***** SUPPLIED RECORDS *****

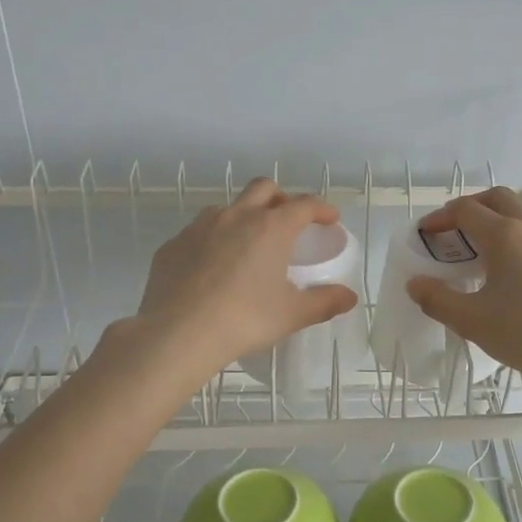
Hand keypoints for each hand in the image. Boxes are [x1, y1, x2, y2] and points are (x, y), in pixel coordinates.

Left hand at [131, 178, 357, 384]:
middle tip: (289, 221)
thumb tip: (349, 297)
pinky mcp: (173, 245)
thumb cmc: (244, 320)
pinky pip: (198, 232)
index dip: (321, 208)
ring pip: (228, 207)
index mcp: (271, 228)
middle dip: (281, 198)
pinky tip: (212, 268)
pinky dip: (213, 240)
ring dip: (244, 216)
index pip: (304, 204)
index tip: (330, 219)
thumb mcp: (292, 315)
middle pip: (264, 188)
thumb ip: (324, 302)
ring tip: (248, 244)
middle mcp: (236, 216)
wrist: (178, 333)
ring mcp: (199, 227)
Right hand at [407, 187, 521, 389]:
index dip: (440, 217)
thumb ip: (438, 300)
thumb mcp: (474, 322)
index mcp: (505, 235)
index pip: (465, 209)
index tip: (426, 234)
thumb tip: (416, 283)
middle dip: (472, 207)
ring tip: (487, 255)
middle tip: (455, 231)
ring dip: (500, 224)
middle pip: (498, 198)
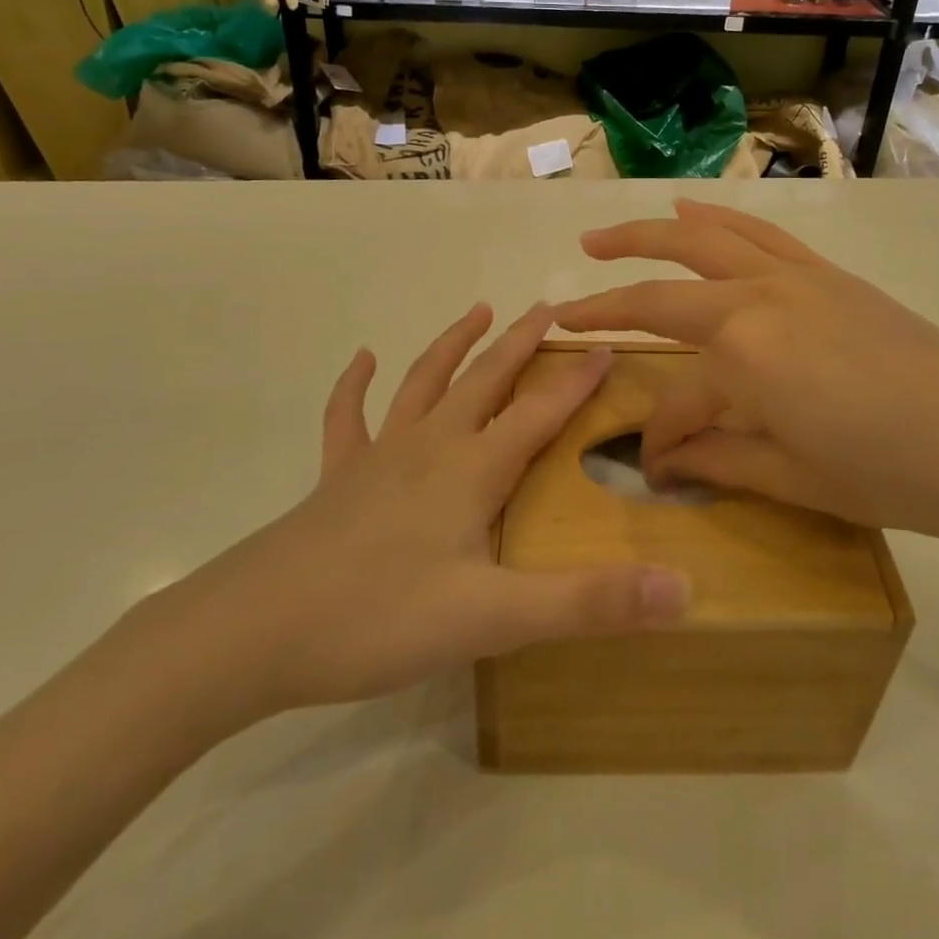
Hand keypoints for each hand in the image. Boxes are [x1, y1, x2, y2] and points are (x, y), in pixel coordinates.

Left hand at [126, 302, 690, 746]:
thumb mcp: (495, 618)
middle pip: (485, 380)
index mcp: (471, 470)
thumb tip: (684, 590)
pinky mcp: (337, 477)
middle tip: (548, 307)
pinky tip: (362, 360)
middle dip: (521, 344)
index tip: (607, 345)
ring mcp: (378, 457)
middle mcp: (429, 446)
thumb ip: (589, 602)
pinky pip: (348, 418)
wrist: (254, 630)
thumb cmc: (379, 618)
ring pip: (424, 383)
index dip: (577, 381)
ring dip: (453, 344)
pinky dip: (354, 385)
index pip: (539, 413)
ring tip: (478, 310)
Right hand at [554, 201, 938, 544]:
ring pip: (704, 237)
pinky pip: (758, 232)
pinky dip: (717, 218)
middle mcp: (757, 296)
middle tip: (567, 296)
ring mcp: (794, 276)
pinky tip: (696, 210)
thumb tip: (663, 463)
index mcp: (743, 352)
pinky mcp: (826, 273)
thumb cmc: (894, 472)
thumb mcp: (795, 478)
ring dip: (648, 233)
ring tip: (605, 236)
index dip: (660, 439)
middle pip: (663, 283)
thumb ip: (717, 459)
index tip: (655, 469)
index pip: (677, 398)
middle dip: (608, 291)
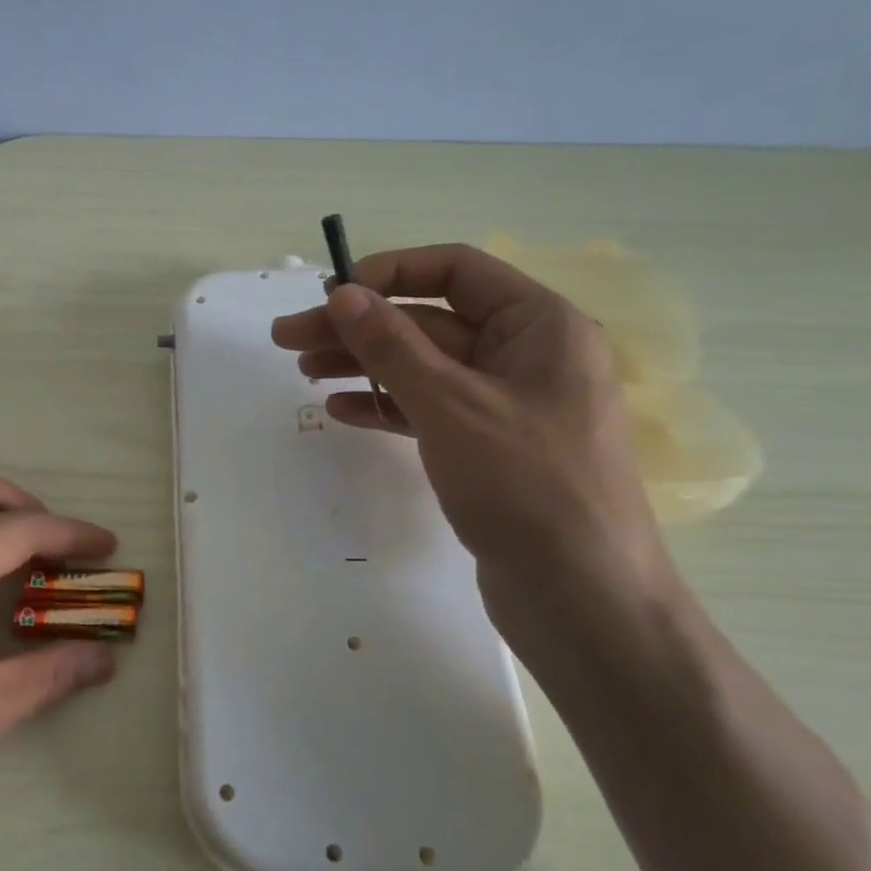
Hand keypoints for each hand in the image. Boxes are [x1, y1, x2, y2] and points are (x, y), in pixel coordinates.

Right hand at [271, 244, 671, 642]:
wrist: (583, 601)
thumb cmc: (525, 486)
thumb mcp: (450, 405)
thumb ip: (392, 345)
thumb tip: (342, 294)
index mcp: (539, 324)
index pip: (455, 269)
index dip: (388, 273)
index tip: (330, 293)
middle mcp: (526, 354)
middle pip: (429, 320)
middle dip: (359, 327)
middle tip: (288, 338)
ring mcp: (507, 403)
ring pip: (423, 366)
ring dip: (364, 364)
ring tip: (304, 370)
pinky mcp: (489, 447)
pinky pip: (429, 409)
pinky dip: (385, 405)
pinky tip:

*****

• [BRIEF]: From the records above, copy only the lines running from the line containing "thumb tip: (663, 463)" to the line containing "middle mcp: (526, 354)", both ends included. Leave the pictures out.

• [ANSWER TO THIS EXERCISE]:
thumb tip: (663, 463)
index mcp: (743, 352)
pinky mcp: (826, 273)
thumb cmc: (894, 472)
thumb mcp: (795, 478)
ring dip: (648, 233)
ring tip: (605, 236)
index dip: (660, 439)
middle pip: (663, 283)
thumb ip: (717, 459)
index tip: (655, 469)
index pip: (677, 398)
middle dip: (608, 291)
Hand keypoints for each hand in the image. Boxes are [x1, y1, x2, y2] and points are (x, y), in pixel coordinates.

Right hand at [271, 244, 671, 642]:
wrist: (583, 601)
thumb cmc: (525, 486)
thumb mcp: (450, 405)
thumb ip: (392, 345)
thumb tip: (342, 294)
index mcp: (539, 324)
index pip: (455, 269)
index dip: (388, 273)
index tip: (330, 293)
middle mcp: (526, 354)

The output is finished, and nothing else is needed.